Materials and Methods
From March 2013 to March 2017, 40 patients who had no re-tear up to 1 year after ARCR were enrolled. MA and FD of supraspinatus muscle before surgery, at 3 days after surgery, and at 1 year after surgery were measured quantitatively in conventional Y-view and supraspinatus origin-view (SOV). Measurement items were muscle area (mm2), occupation ratio (%), fatty infiltration (FI, %), and fatty degenerative area (mm2). Postoperative clinical outcomes were measured at 1 year after ARCR. Correlation between measure values and outcome scores were analyzed.
Results
Inter-measurement reliability was high (ICC = 0.933, Cronbach-α = 0.963). There was no significant change in MA in conventional Y-view at 1 year after surgery (Occupation ratio, p = 0.2770; MA, p = 0.3049) or in SOV (MA, p = 0.5953). FI and fat area measured with the conventional method on Y-view and showed significant differences (p = 0.0001). However, FI and fat area measured with the modified method on Y-view and SOV showed no significant difference (all p > 0.05). Postoperative clinical outcomes showed significant improvement compared to preoperative ones (p = 0.0001). However, there was no significant correlation between FD and FA (p = 0.653).
Conclusion
Quantitative MRI measurement was shown to be a reliable and valid method. MA and FD do not improve after ARCR considering postoperative anatomical changes of supraspinatus at 1-year follow-up. FD of the supraspinatus in conventional Y-view, but not in SOV, showed a significant change at 1 year postoperatively. MA showed no significant improvement. There was no correlation between improvement in clinical scores and changes in FD and MA.
Keywords
Introduction
Rotator cuff tear is the most common diseases in shoulder. It has a high incidence in individuals aged over 60 years. Arthroscopic rotator cuff repair (ARCR) leads to good midterm to long-term results in most cases.1,2 It is becoming more and more popular. However, re-tear is the most common complication of ARCR with poor outcomes.3,4
Several predictive factors are known to influence the structural and clinical results of ARCR. Muscle atrophy (MA) means a decrease in the cross-sectional area of the muscle that can results in reduced ability to generate force. Fatty degeneration (FD) means the replacement of muscle fibers by the fat within and around the muscle. MA and FD are important prognostic factors to predict surgical and clinical results of rotator cuff repair.5–8 Therefore, evaluation of MA and FD is essential for clinical decision-making in patients who suffer from rotator cuff tear. Accurate methods of measuring MA and FD are crucial.
There are qualitative and quantitative parameters in the method of evaluating and classifying MA and FD. Quantitative parameters of MA mainly include muscle area (mm2) and occupation ratio (%). Tangent sign and Thomazeau classification are used as qualitative parameters of MA.9,10 Quantitative parameters of FD include degree of fatty infiltration (FI, %) and degenerative fat area (mm2).
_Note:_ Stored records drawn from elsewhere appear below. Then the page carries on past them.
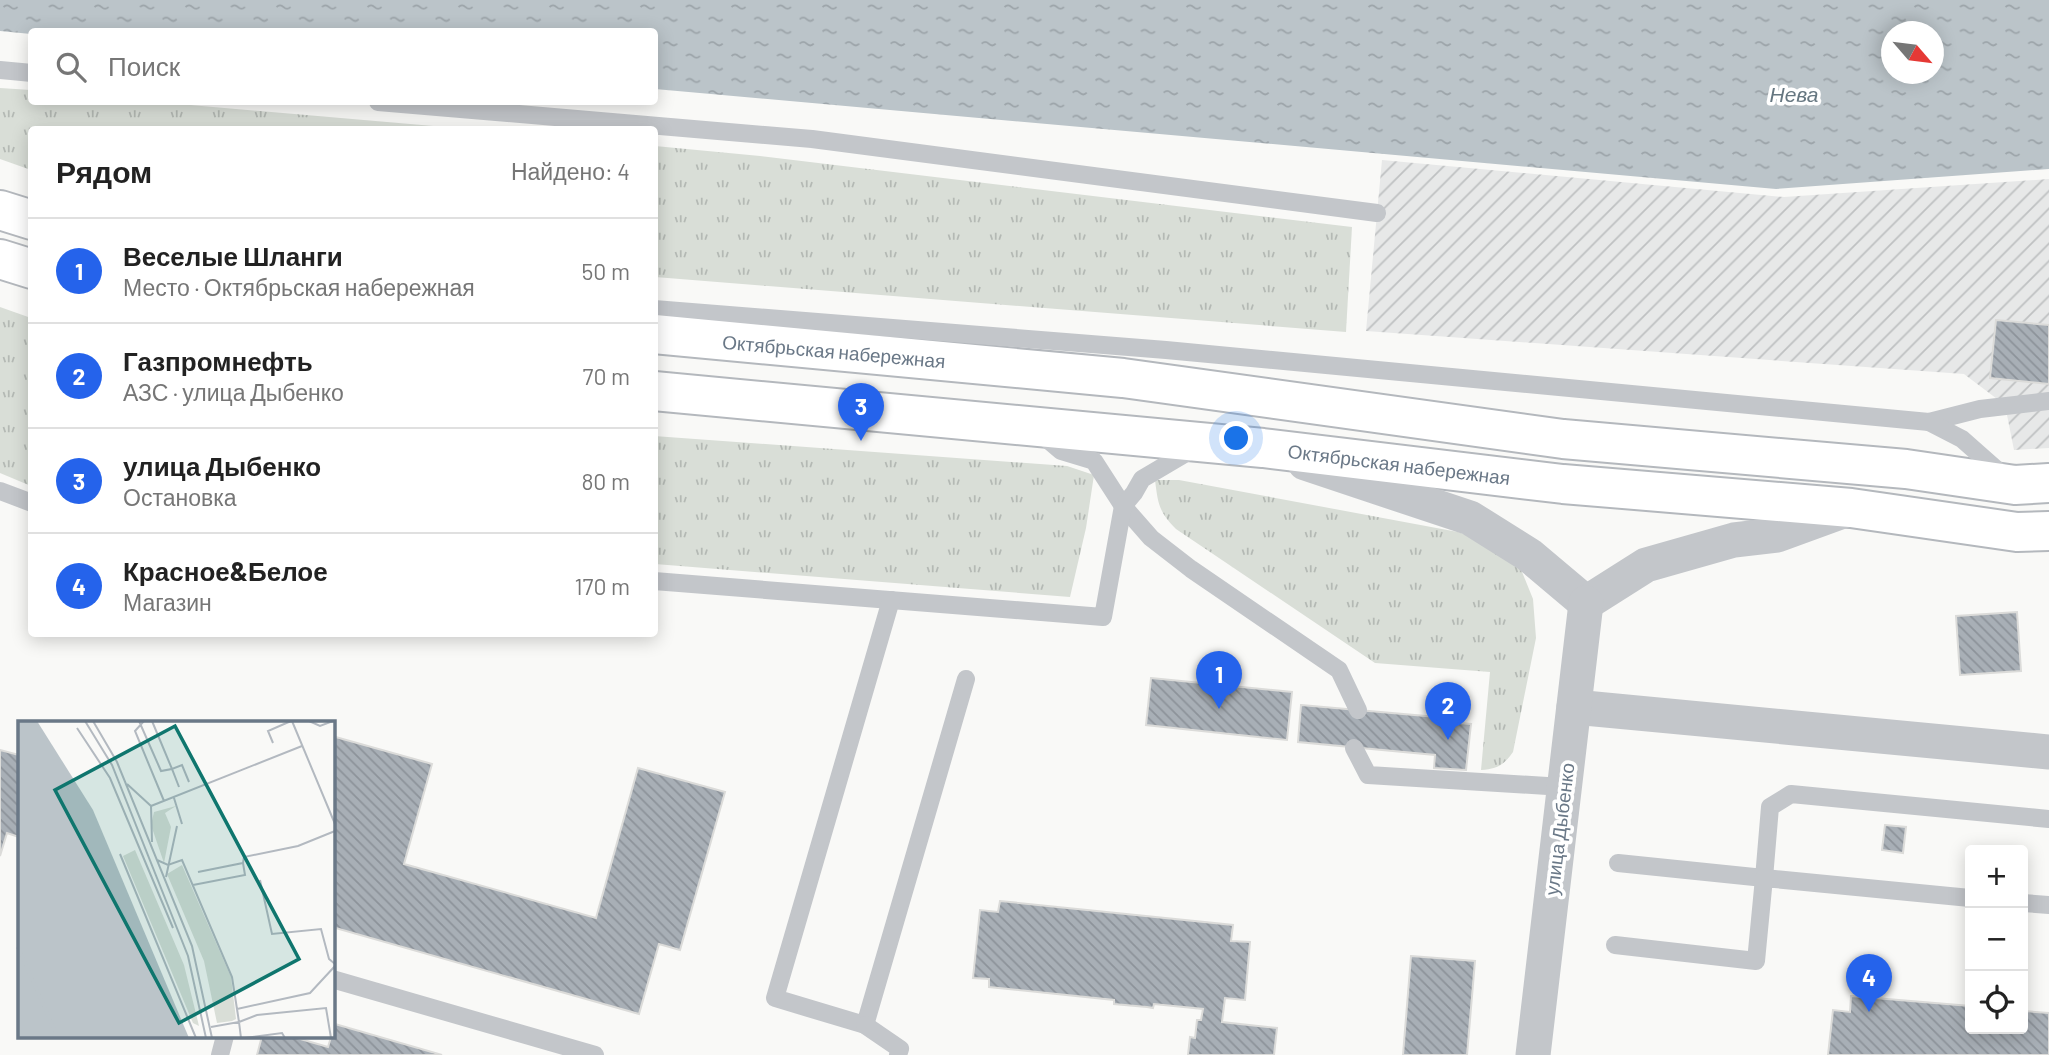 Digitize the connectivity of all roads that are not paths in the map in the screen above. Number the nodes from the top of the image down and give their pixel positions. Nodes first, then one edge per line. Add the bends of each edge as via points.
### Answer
1 (0, 70) edge
2 (28, 73) edge
3 (413, 105) edge
4 (0, 210) edge
5 (1377, 213) dead end
6 (28, 219) edge
7 (0, 258) edge
8 (28, 268) edge
9 (658, 309) edge
10 (658, 334) edge
11 (658, 391) edge
12 (2049, 401) edge
13 (1929, 422) junction
14 (1031, 426) junction
15 (1204, 443) junction
16 (1263, 448) junction
17 (2032, 484) edge
18 (0, 492) edge
19 (28, 502) edge
20 (1123, 506) junction
21 (1851, 508) junction
22 (2033, 532) edge
23 (658, 581) edge
24 (891, 600) junction
25 (1586, 603) junction
26 (966, 680) dead end
27 (1574, 707) junction
28 (1358, 710) dead end
29 (1354, 748) dead end
30 (2049, 752) edge
31 (1563, 787) junction
32 (2049, 819) edge
33 (1618, 863) dead end
34 (1764, 877) junction
35 (1965, 897) edge
36 (2028, 903) edge
37 (2049, 905) edge
38 (1615, 945) dead end
39 (334, 980) edge
40 (865, 1025) junction
41 (224, 1038) edge
42 (220, 1055) edge
43 (595, 1055) edge
44 (898, 1055) edge
45 (1533, 1055) edge

1 - 2 lane
3 - 5 lane via 812,139
4 - 6 main road
7 - 8 main road
9 - 13 lane via 1166,350
10 - 17 main road, Октябрьская набережная via 1123,378 1563,439
11 - 14 main road, Октябрьская набережная
12 - 13 lane via 1992,407
13 - 17 lane
14 - 15 main road, Октябрьская набережная
14 - 20 lane via 1061,451 1094,461
15 - 16 main road, Октябрьская набережная
15 - 20 lane via 1142,479
16 - 21 main road, Октябрьская набережная via 1563,484
16 - 25 street via 1470,518 1529,555
18 - 19 lane
20 - 24 lane via 1103,617
20 - 28 lane via 1151,538 1191,569 1339,670
21 - 22 main road, Октябрьская набережная
21 - 25 street via 1777,535 1734,540 1646,565
23 - 24 lane
24 - 40 lane via 775,998
25 - 27 street, улица Дыбенко
26 - 40 lane
27 - 30 street
27 - 31 street, улица Дыбенко
29 - 31 lane via 1368,775
31 - 45 street, улица Дыбенко
32 - 34 lane via 1791,794 1770,807
33 - 34 lane
34 - 35 lane
34 - 38 lane via 1756,961
36 - 37 lane
39 - 43 lane
40 - 44 lane via 900,1049
41 - 42 lane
Goutallier classification is the most well-known qualitative parameter of FD. 11 MA and FD are mainly measured in T1-weighted oblique sagittal MRI sequences through conventional Y-view and supraspinatus origin view (SOV).12,13
It is clear that MA and FD progress in patients who experience a re-tear after ARCR. However, whether they would improve after a successful repair remain unclear. Some studies have demonstrated that atrophy and fatty infiltration of the rotator cuff muscle are halted or reversed with a successful rotator cuff repair.14,15 However, other researchers have showed them irreversible.16,17 Although many studies have measured and compared serial MRI, recovery after a successful repair remains controversial.
In previous studies, parameters evaluated in the oblique sagittal MRI before and after the surgery were not measured at the exact same position. Thus, they could not accurately reflect tendon traction during the surgery.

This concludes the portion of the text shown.